TASK INSTRUCTIONS:
Output an exact reproduction of the data.

DATASET RECORDS:
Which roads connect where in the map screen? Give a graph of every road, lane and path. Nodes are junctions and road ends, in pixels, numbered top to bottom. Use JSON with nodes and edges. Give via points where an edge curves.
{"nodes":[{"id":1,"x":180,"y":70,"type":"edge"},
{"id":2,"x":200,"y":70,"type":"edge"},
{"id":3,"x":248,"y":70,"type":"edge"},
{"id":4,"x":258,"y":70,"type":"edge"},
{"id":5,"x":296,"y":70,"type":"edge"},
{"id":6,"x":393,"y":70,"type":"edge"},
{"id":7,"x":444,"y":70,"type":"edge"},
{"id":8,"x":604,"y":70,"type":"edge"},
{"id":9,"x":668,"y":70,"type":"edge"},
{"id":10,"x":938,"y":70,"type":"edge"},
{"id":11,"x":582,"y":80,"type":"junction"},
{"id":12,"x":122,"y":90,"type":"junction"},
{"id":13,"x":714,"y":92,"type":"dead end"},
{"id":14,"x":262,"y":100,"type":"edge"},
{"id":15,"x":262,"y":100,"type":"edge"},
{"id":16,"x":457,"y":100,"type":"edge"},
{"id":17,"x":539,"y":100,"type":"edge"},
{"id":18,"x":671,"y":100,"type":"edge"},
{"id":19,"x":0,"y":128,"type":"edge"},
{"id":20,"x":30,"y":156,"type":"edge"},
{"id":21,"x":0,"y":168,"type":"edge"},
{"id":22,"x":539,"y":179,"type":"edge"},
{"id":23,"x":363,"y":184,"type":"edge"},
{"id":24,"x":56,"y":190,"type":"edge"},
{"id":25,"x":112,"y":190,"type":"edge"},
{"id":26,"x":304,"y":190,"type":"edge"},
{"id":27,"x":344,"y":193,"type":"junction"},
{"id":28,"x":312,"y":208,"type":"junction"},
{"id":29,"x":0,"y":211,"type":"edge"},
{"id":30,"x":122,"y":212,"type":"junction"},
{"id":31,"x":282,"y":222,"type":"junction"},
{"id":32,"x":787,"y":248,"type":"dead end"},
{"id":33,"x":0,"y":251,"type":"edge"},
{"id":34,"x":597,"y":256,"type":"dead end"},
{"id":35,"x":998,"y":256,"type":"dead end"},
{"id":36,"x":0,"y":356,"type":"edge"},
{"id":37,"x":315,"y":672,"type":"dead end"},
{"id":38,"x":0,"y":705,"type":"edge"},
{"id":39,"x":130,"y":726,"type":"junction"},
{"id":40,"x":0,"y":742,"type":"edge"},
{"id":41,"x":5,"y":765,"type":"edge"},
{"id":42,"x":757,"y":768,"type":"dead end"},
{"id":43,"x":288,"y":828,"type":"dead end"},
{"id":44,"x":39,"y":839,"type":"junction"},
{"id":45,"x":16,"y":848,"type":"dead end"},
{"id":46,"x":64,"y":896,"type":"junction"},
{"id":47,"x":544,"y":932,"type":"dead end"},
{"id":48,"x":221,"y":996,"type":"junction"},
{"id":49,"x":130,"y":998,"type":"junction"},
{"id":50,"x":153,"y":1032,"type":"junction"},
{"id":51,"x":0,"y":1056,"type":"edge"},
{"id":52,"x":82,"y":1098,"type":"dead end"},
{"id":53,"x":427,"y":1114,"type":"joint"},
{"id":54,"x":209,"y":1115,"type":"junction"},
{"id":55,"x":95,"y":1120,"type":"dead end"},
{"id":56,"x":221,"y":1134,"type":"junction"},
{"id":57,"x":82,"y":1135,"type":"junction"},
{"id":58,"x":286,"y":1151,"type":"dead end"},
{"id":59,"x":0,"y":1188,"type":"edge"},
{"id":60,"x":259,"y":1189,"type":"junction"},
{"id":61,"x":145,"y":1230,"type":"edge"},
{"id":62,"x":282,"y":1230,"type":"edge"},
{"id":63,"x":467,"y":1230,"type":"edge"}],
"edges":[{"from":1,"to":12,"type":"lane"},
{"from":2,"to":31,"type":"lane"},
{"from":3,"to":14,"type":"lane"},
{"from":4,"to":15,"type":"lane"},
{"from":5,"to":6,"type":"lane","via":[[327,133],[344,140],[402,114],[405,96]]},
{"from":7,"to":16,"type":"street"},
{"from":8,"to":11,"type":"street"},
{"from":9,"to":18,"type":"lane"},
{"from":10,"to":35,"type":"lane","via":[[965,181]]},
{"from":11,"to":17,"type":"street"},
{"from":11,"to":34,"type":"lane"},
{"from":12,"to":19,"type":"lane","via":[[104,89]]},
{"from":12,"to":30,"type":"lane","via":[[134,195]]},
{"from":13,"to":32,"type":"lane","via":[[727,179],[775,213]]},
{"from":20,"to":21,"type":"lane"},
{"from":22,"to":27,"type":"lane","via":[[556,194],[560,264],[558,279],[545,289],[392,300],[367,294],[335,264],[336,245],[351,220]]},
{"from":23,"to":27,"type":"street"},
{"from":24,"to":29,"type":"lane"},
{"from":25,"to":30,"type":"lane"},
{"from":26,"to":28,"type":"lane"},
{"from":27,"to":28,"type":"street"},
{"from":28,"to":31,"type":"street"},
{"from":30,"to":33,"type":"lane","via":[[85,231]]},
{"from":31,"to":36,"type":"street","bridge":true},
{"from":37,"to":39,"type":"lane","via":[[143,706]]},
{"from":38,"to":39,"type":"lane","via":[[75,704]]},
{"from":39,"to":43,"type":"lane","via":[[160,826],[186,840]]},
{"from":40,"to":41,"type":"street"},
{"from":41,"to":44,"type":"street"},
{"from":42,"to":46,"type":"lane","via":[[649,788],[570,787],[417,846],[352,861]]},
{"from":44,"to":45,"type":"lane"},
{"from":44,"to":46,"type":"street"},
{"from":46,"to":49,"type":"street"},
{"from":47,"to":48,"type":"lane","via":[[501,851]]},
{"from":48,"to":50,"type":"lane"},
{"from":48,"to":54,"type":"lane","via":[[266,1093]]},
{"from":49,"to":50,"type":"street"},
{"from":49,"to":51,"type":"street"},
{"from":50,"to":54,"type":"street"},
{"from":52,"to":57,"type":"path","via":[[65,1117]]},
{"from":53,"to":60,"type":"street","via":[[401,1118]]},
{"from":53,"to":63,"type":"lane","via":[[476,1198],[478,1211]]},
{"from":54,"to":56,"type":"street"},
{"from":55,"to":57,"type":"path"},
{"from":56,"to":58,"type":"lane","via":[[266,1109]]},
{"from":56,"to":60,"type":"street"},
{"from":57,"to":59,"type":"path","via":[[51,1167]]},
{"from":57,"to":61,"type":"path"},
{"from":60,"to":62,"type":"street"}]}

YOUR SOLUTION:
Which roads connect where in the map screen? Give a graph of every road, lane and path. Nodes are junctions and road ends, in pixels, numbered top to bottom. Use JSON with nodes and edges. Give via points where an edge curves.
{"nodes":[{"id":1,"x":180,"y":70,"type":"edge"},
{"id":2,"x":200,"y":70,"type":"edge"},
{"id":3,"x":248,"y":70,"type":"edge"},
{"id":4,"x":258,"y":70,"type":"edge"},
{"id":5,"x":296,"y":70,"type":"edge"},
{"id":6,"x":393,"y":70,"type":"edge"},
{"id":7,"x":444,"y":70,"type":"edge"},
{"id":8,"x":604,"y":70,"type":"edge"},
{"id":9,"x":668,"y":70,"type":"edge"},
{"id":10,"x":938,"y":70,"type":"edge"},
{"id":11,"x":582,"y":80,"type":"junction"},
{"id":12,"x":122,"y":90,"type":"junction"},
{"id":13,"x":714,"y":92,"type":"dead end"},
{"id":14,"x":262,"y":100,"type":"edge"},
{"id":15,"x":262,"y":100,"type":"edge"},
{"id":16,"x":457,"y":100,"type":"edge"},
{"id":17,"x":539,"y":100,"type":"edge"},
{"id":18,"x":671,"y":100,"type":"edge"},
{"id":19,"x":0,"y":128,"type":"edge"},
{"id":20,"x":30,"y":156,"type":"edge"},
{"id":21,"x":0,"y":168,"type":"edge"},
{"id":22,"x":539,"y":179,"type":"edge"},
{"id":23,"x":363,"y":184,"type":"edge"},
{"id":24,"x":56,"y":190,"type":"edge"},
{"id":25,"x":112,"y":190,"type":"edge"},
{"id":26,"x":304,"y":190,"type":"edge"},
{"id":27,"x":344,"y":193,"type":"junction"},
{"id":28,"x":312,"y":208,"type":"junction"},
{"id":29,"x":0,"y":211,"type":"edge"},
{"id":30,"x":122,"y":212,"type":"junction"},
{"id":31,"x":282,"y":222,"type":"junction"},
{"id":32,"x":787,"y":248,"type":"dead end"},
{"id":33,"x":0,"y":251,"type":"edge"},
{"id":34,"x":597,"y":256,"type":"dead end"},
{"id":35,"x":998,"y":256,"type":"dead end"},
{"id":36,"x":0,"y":356,"type":"edge"},
{"id":37,"x":315,"y":672,"type":"dead end"},
{"id":38,"x":0,"y":705,"type":"edge"},
{"id":39,"x":130,"y":726,"type":"junction"},
{"id":40,"x":0,"y":742,"type":"edge"},
{"id":41,"x":5,"y":765,"type":"edge"},
{"id":42,"x":757,"y":768,"type":"dead end"},
{"id":43,"x":288,"y":828,"type":"dead end"},
{"id":44,"x":39,"y":839,"type":"junction"},
{"id":45,"x":16,"y":848,"type":"dead end"},
{"id":46,"x":64,"y":896,"type":"junction"},
{"id":47,"x":544,"y":932,"type":"dead end"},
{"id":48,"x":221,"y":996,"type":"junction"},
{"id":49,"x":130,"y":998,"type":"junction"},
{"id":50,"x":153,"y":1032,"type":"junction"},
{"id":51,"x":0,"y":1056,"type":"edge"},
{"id":52,"x":82,"y":1098,"type":"dead end"},
{"id":53,"x":427,"y":1114,"type":"joint"},
{"id":54,"x":209,"y":1115,"type":"junction"},
{"id":55,"x":95,"y":1120,"type":"dead end"},
{"id":56,"x":221,"y":1134,"type":"junction"},
{"id":57,"x":82,"y":1135,"type":"junction"},
{"id":58,"x":286,"y":1151,"type":"dead end"},
{"id":59,"x":0,"y":1188,"type":"edge"},
{"id":60,"x":259,"y":1189,"type":"junction"},
{"id":61,"x":145,"y":1230,"type":"edge"},
{"id":62,"x":282,"y":1230,"type":"edge"},
{"id":63,"x":467,"y":1230,"type":"edge"}],
"edges":[{"from":1,"to":12,"type":"lane"},
{"from":2,"to":31,"type":"lane"},
{"from":3,"to":14,"type":"lane"},
{"from":4,"to":15,"type":"lane"},
{"from":5,"to":6,"type":"lane","via":[[327,133],[344,140],[402,114],[405,96]]},
{"from":7,"to":16,"type":"street"},
{"from":8,"to":11,"type":"street"},
{"from":9,"to":18,"type":"lane"},
{"from":10,"to":35,"type":"lane","via":[[965,181]]},
{"from":11,"to":17,"type":"street"},
{"from":11,"to":34,"type":"lane"},
{"from":12,"to":19,"type":"lane","via":[[104,89]]},
{"from":12,"to":30,"type":"lane","via":[[134,195]]},
{"from":13,"to":32,"type":"lane","via":[[727,179],[775,213]]},
{"from":20,"to":21,"type":"lane"},
{"from":22,"to":27,"type":"lane","via":[[556,194],[560,264],[558,279],[545,289],[392,300],[367,294],[335,264],[336,245],[351,220]]},
{"from":23,"to":27,"type":"street"},
{"from":24,"to":29,"type":"lane"},
{"from":25,"to":30,"type":"lane"},
{"from":26,"to":28,"type":"lane"},
{"from":27,"to":28,"type":"street"},
{"from":28,"to":31,"type":"street"},
{"from":30,"to":33,"type":"lane","via":[[85,231]]},
{"from":31,"to":36,"type":"street","bridge":true},
{"from":37,"to":39,"type":"lane","via":[[143,706]]},
{"from":38,"to":39,"type":"lane","via":[[75,704]]},
{"from":39,"to":43,"type":"lane","via":[[160,826],[186,840]]},
{"from":40,"to":41,"type":"street"},
{"from":41,"to":44,"type":"street"},
{"from":42,"to":46,"type":"lane","via":[[649,788],[570,787],[417,846],[352,861]]},
{"from":44,"to":45,"type":"lane"},
{"from":44,"to":46,"type":"street"},
{"from":46,"to":49,"type":"street"},
{"from":47,"to":48,"type":"lane","via":[[501,851]]},
{"from":48,"to":50,"type":"lane"},
{"from":48,"to":54,"type":"lane","via":[[266,1093]]},
{"from":49,"to":50,"type":"street"},
{"from":49,"to":51,"type":"street"},
{"from":50,"to":54,"type":"street"},
{"from":52,"to":57,"type":"path","via":[[65,1117]]},
{"from":53,"to":60,"type":"street","via":[[401,1118]]},
{"from":53,"to":63,"type":"lane","via":[[476,1198],[478,1211]]},
{"from":54,"to":56,"type":"street"},
{"from":55,"to":57,"type":"path"},
{"from":56,"to":58,"type":"lane","via":[[266,1109]]},
{"from":56,"to":60,"type":"street"},
{"from":57,"to":59,"type":"path","via":[[51,1167]]},
{"from":57,"to":61,"type":"path"},
{"from":60,"to":62,"type":"street"}]}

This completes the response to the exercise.